*REQUIRED WORK*.
When the string "stream" is part of a line below, that line should be copied.

*PROVIDED RECORDS*.
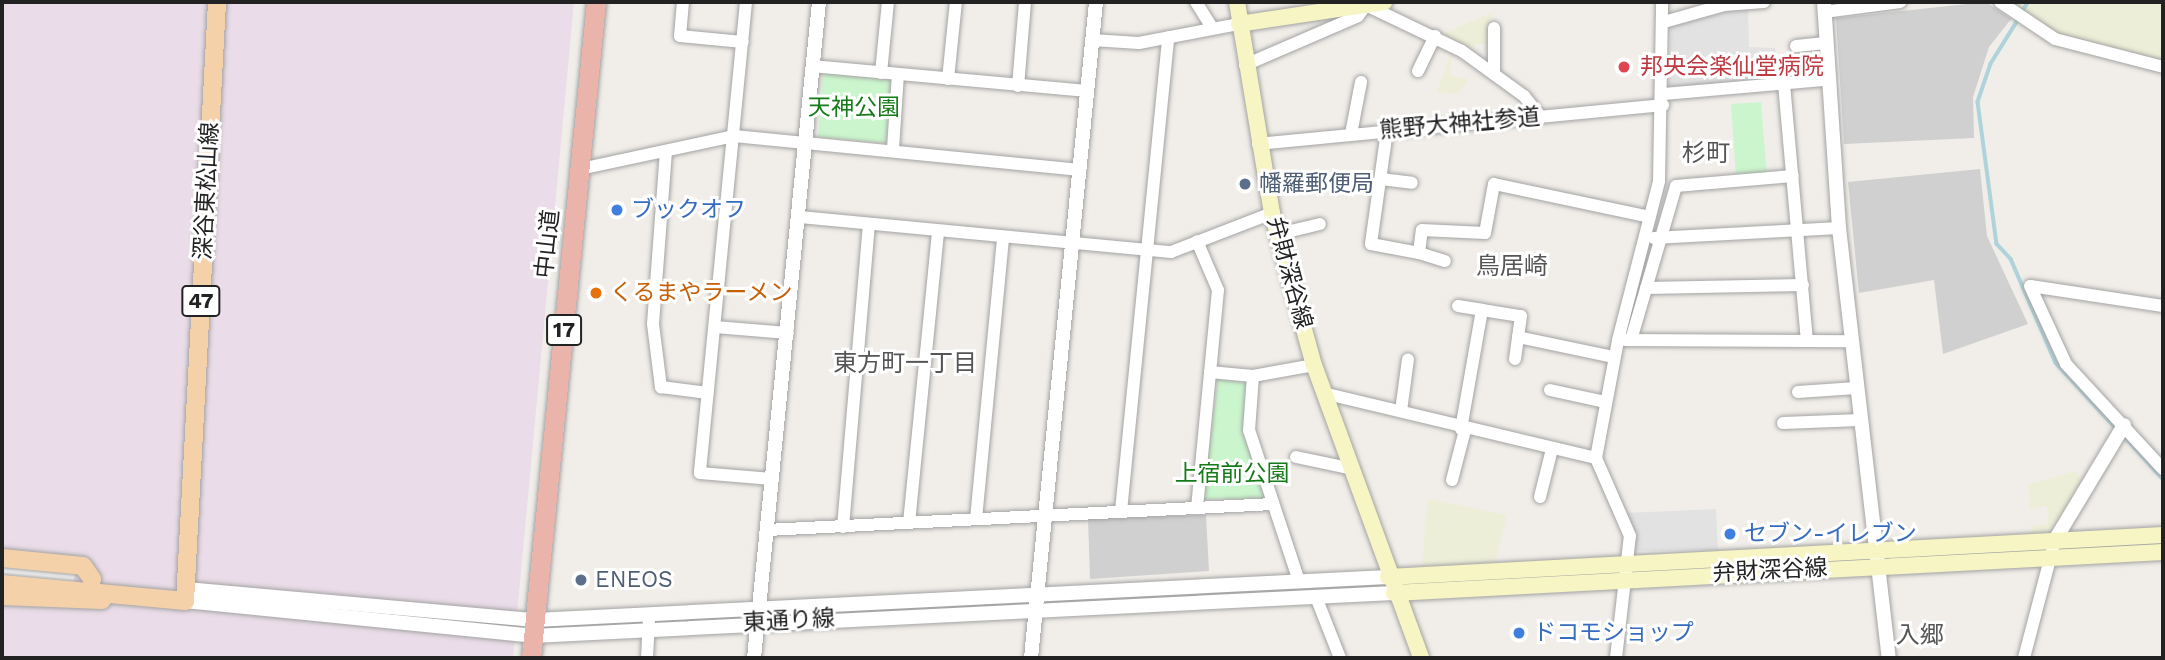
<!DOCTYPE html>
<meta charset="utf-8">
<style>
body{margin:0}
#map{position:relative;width:2165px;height:660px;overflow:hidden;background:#f1eee9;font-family:"Work Sans","Noto Sans JP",sans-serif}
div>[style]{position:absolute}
.industrial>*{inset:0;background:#eadce8}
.religious>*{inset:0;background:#d0d0d0}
.farmland>*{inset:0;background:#edeed7}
.park>*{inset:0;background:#cbf6cd}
.parking>*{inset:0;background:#e2e2e2}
.pier>*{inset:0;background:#fff}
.stream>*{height:3.5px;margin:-1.75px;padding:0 1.75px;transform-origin:1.75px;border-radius:1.75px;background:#aed3db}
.roads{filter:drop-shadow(0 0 2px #a3a3a3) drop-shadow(0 0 2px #a3a3a3)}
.minor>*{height:12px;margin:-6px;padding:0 6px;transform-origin:6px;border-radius:6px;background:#fff}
.tertiary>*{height:14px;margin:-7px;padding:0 7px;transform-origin:7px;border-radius:7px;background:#fff}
.secondary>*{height:16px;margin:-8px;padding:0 8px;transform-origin:8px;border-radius:8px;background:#f6f5c3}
.primary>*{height:18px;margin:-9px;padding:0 9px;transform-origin:9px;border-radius:9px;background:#f5d1aa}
.trunk>*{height:19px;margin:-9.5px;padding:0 9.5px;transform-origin:9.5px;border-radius:9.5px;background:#ebb4aa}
.dots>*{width:19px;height:19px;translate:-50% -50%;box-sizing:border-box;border:4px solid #fff;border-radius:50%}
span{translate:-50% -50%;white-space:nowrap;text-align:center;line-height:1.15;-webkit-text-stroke:6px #fff;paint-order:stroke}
.shield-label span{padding:2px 5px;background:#fff;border:2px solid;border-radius:5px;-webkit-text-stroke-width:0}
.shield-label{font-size:21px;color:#222;font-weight:700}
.health-label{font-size:23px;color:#be3a42}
.left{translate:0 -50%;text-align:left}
.park-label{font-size:23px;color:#157b18}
.street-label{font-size:23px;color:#222}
.service-label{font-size:23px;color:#4e5e75}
.shop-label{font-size:23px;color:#366cbe}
.food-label{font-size:23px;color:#c56008}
.neighbourhood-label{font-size:24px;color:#555}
.frame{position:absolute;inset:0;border:4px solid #222;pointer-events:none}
</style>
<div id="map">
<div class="industrial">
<i style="clip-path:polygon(2px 2px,574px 2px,513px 658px,2px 658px)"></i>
</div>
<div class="religious">
<i style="clip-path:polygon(1986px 2px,2011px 19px,1989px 47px,1973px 97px,1974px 138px,1844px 144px,1836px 18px)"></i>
<i style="clip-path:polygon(1980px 169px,1987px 236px,2028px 324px,1943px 354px,1934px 280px,1859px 293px,1848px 182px)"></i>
<i style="clip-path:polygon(1206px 515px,1209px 571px,1090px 579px,1088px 518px)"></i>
</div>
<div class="farmland">
<i style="clip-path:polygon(2008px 2px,2163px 2px,2163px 63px,2059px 36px)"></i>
<i style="clip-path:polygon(1491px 13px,1491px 44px,1475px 44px,1469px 53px,1440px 35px)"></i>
<i style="clip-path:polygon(1452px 51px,1450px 75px,1468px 80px,1458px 94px,1437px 92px)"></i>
<i style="clip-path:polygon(2076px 471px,2084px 484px,2050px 533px,2032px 534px,2031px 526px,2048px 524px,2047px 506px,2030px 509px,2028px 485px)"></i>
<i style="clip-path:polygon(1428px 499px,1507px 515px,1495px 562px,1422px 566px)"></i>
</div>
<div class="park">
<i style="clip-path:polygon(823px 73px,891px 80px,886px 143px,818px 137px)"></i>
<i style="clip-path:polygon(1761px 102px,1767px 175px,1736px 177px,1731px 104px)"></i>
<i style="clip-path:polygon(1218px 378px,1249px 384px,1245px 430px,1265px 499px,1203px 499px)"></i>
</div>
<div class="parking">
<i style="clip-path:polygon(1748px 7px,1749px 47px,1775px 48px,1778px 80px,1669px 87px,1671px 24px)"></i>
<i style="clip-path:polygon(1716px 509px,1718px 550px,1635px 551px,1625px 513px)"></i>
</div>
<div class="pier">
<i style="clip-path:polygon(2px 564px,75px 571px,72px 598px,2px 591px)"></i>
</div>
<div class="stream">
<i style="left:2022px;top:12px;width:12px;rotate:-59deg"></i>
<i style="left:2019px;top:19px;width:53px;rotate:121.9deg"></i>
<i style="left:1991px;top:64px;width:40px;rotate:108.9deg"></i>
<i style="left:1978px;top:102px;width:143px;rotate:82.4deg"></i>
<i style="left:1997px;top:244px;width:21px;rotate:47deg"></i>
<i style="left:2011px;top:259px;width:113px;rotate:66.6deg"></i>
<i style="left:2056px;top:363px;width:86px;rotate:47.4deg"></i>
<i style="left:2124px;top:436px;width:58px;rotate:47.8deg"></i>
</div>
<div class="roads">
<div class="minor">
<i style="left:683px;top:2px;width:34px;rotate:95deg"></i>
<i style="left:680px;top:36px;width:63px;rotate:5.4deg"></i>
<i style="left:746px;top:2px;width:473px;rotate:95.6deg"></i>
<i style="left:700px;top:473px;width:72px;rotate:4.8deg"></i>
<i style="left:1196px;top:2px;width:31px;rotate:58deg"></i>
<i style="left:2000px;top:2px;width:66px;rotate:33.9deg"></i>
<i style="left:2055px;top:39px;width:112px;rotate:14.5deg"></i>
<i style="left:1824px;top:12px;width:77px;rotate:-7.5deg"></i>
<i style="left:1664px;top:22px;width:62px;rotate:-15.8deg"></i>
<i style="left:1724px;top:5px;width:40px;rotate:-4.3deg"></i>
<i style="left:1092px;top:40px;width:47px;rotate:3.7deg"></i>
<i style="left:1139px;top:43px;width:102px;rotate:-10.8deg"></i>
<i style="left:1796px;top:46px;width:27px;rotate:-6deg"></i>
<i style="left:1245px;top:65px;width:123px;rotate:-23.4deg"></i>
<i style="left:1358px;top:16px;width:14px;rotate:-54deg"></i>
<i style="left:1366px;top:5px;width:106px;rotate:25.6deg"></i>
<i style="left:1462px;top:51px;width:77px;rotate:36deg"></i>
<i style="left:1524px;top:96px;width:27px;rotate:51deg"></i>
<i style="left:812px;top:66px;width:276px;rotate:5.2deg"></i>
<i style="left:1418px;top:71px;width:39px;rotate:-64deg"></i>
<i style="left:881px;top:73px;width:71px;rotate:-84.4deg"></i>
<i style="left:1494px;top:74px;width:46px;rotate:-90deg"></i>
<i style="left:948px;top:79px;width:77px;rotate:-84.1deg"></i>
<i style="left:1784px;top:84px;width:258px;rotate:84.9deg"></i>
<i style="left:1018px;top:86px;width:84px;rotate:-85.2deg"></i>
<i style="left:1664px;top:94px;width:162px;rotate:-5deg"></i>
<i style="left:1387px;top:131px;width:114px;rotate:98.1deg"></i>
<i style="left:1371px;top:244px;width:49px;rotate:10.6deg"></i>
<i style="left:1419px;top:253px;width:23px;rotate:-83deg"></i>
<i style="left:1422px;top:230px;width:63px;rotate:2.7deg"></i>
<i style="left:1485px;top:233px;width:50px;rotate:-79.6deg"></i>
<i style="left:1494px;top:184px;width:159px;rotate:11.9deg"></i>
<i style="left:1351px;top:134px;width:53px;rotate:-79.1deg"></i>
<i style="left:1258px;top:144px;width:407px;rotate:-5.5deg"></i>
<i style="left:893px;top:149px;width:75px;rotate:-86.2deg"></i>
<i style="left:666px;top:151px;width:173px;rotate:94.3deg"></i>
<i style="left:653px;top:324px;width:64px;rotate:82.8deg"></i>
<i style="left:661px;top:387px;width:47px;rotate:7.3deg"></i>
<i style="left:580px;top:169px;width:157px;rotate:-12.1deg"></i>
<i style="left:734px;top:136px;width:348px;rotate:5.6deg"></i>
<i style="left:1381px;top:179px;width:31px;rotate:7deg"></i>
<i style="left:800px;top:217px;width:373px;rotate:5.4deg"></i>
<i style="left:1171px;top:252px;width:108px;rotate:-21.1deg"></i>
<i style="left:1278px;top:234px;width:43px;rotate:-13.4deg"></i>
<i style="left:1654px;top:238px;width:185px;rotate:-3.1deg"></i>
<i style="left:1419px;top:253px;width:27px;rotate:17deg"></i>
<i style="left:1646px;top:288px;width:157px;rotate:-1.1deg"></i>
<i style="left:1458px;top:306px;width:24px;rotate:9deg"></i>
<i style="left:2163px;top:306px;width:134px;rotate:-171.4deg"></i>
<i style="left:2030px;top:286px;width:86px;rotate:65.2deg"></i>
<i style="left:2066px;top:364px;width:143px;rotate:47.3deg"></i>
<i style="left:715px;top:327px;width:73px;rotate:4.7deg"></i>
<i style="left:1625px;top:340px;width:226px;rotate:0.3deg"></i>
<i style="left:1631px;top:340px;width:160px;rotate:-73.7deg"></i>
<i style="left:1676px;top:186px;width:117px;rotate:-4.9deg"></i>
<i style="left:1515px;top:359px;width:22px;rotate:-82deg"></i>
<i style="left:1210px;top:372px;width:43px;rotate:5.3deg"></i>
<i style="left:1253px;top:376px;width:62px;rotate:-10.2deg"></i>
<i style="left:1253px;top:376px;width:54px;rotate:94.2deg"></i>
<i style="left:1249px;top:430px;width:159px;rotate:71.7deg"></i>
<i style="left:1550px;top:390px;width:56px;rotate:12.3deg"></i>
<i style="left:1798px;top:392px;width:58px;rotate:-3.9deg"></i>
<i style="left:1323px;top:393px;width:281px;rotate:13.4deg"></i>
<i style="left:1401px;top:411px;width:52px;rotate:-82.3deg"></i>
<i style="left:1783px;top:423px;width:77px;rotate:-2.2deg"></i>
<i style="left:1461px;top:429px;width:121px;rotate:-80deg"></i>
<i style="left:1482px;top:310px;width:39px;rotate:9deg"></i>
<i style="left:1521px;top:316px;width:21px;rotate:98deg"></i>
<i style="left:1518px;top:337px;width:98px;rotate:11.8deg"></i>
<i style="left:1296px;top:457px;width:53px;rotate:11.9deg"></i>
<i style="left:1452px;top:480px;width:52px;rotate:-75.4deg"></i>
<i style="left:1540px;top:497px;width:49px;rotate:-76deg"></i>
<i style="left:1197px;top:508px;width:219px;rotate:-84.5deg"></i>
<i style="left:1218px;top:290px;width:53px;rotate:-113.2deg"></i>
<i style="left:1121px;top:511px;width:476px;rotate:-84.3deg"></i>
<i style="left:976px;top:519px;width:283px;rotate:-84.5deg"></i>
<i style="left:909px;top:523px;width:293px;rotate:-84.3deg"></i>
<i style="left:843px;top:527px;width:304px;rotate:-85.1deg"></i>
<i style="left:767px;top:530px;width:507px;rotate:-2.94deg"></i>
<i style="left:1316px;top:597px;width:66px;rotate:68.5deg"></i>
<i style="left:647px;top:658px;width:38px;rotate:-87deg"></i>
<i style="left:1616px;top:658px;width:123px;rotate:-83.5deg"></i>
<i style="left:1630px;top:536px;width:85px;rotate:-113.6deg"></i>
<i style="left:1596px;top:458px;width:120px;rotate:-79.4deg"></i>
<i style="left:1618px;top:340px;width:164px;rotate:-75.5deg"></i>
<i style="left:1659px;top:181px;width:179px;rotate:-89deg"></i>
<i style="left:2024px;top:658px;width:122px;rotate:-75.3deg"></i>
</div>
<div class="tertiary">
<i style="left:1824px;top:2px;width:226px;rotate:86.2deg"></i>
<i style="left:1839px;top:228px;width:433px;rotate:83.4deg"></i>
<i style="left:2055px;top:540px;width:134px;rotate:-59deg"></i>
<i style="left:186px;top:589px;width:350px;rotate:5.1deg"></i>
<i style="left:535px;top:620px;width:854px;rotate:-2.89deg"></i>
<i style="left:185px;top:601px;width:350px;rotate:5.7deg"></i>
<i style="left:533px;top:636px;width:862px;rotate:-2.86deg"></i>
<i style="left:754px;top:658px;width:659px;rotate:-84.34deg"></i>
<i style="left:1031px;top:658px;width:659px;rotate:-84.34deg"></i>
</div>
<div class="secondary">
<i style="left:1237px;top:2px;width:214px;rotate:80.6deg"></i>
<i style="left:1272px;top:213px;width:158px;rotate:74.6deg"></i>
<i style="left:1314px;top:365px;width:312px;rotate:69.9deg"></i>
<i style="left:1239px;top:24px;width:147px;rotate:-8.6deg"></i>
<i style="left:1388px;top:577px;width:776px;rotate:-3.1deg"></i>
<i style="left:1394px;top:593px;width:770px;rotate:-3.05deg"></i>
</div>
<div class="primary">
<i style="left:2px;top:558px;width:81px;rotate:5.6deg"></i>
<i style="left:83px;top:566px;width:16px;rotate:55deg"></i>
<i style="left:2px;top:584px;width:184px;rotate:5.3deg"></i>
<i style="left:185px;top:601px;width:600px;rotate:-86.94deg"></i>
<i style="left:2px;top:596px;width:100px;rotate:2.3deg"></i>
</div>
<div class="trunk">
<i style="left:531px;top:658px;width:659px;rotate:-84.34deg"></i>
</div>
</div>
<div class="dots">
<i style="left:1624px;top:67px;background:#e0444e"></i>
<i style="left:1245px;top:184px;background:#5c6f8a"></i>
<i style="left:617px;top:210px;background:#3f7fe0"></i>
<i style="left:596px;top:293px;background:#e8710a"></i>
<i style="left:1730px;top:534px;background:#3f7fe0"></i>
<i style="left:581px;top:580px;background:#5c6f8a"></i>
<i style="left:1519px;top:633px;background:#3f7fe0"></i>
</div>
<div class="shield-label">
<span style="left:201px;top:301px">47</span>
<span style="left:564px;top:330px">17</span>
</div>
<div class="health-label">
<span class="left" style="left:1640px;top:67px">邦央会楽仙堂病院</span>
</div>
<div class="park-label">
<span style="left:854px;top:108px">天神公園</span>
<span style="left:1232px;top:474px">上宿前公園</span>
</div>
<div class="street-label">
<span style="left:1460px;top:124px;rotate:-5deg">熊野大神社参道</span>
<span style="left:207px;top:191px;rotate:-87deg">深谷東松山線</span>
<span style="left:548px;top:244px;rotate:-84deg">中山道</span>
<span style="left:1289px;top:273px;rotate:75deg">弁財深谷線</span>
<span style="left:1770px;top:571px;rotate:-3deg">弁財深谷線</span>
<span style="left:789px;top:621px;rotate:-3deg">東通り線</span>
</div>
<div class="service-label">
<span class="left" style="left:1259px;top:184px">幡羅郵便局</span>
<span class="left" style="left:595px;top:580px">ENEOS</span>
</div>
<div class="shop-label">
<span class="left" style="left:631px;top:210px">ブックオフ</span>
<span class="left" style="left:1744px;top:534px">セブン-イレブン</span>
<span class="left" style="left:1533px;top:633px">ドコモショップ</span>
</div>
<div class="food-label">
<span class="left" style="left:610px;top:293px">くるまやラーメン</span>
</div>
<div class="neighbourhood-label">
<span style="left:1706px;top:154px">杉町</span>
<span style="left:1512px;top:267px">鳥居崎</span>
<span style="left:905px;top:364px">東方町一丁目</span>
<span style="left:1920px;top:636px">入郷</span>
</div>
<div class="frame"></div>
</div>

*SOLUTION TO THE PROBLEM*.
.stream>*{height:3.5px;margin:-1.75px;padding:0 1.75px;transform-origin:1.75px;border-radius:1.75px;background:#aed3db}
<div class="stream">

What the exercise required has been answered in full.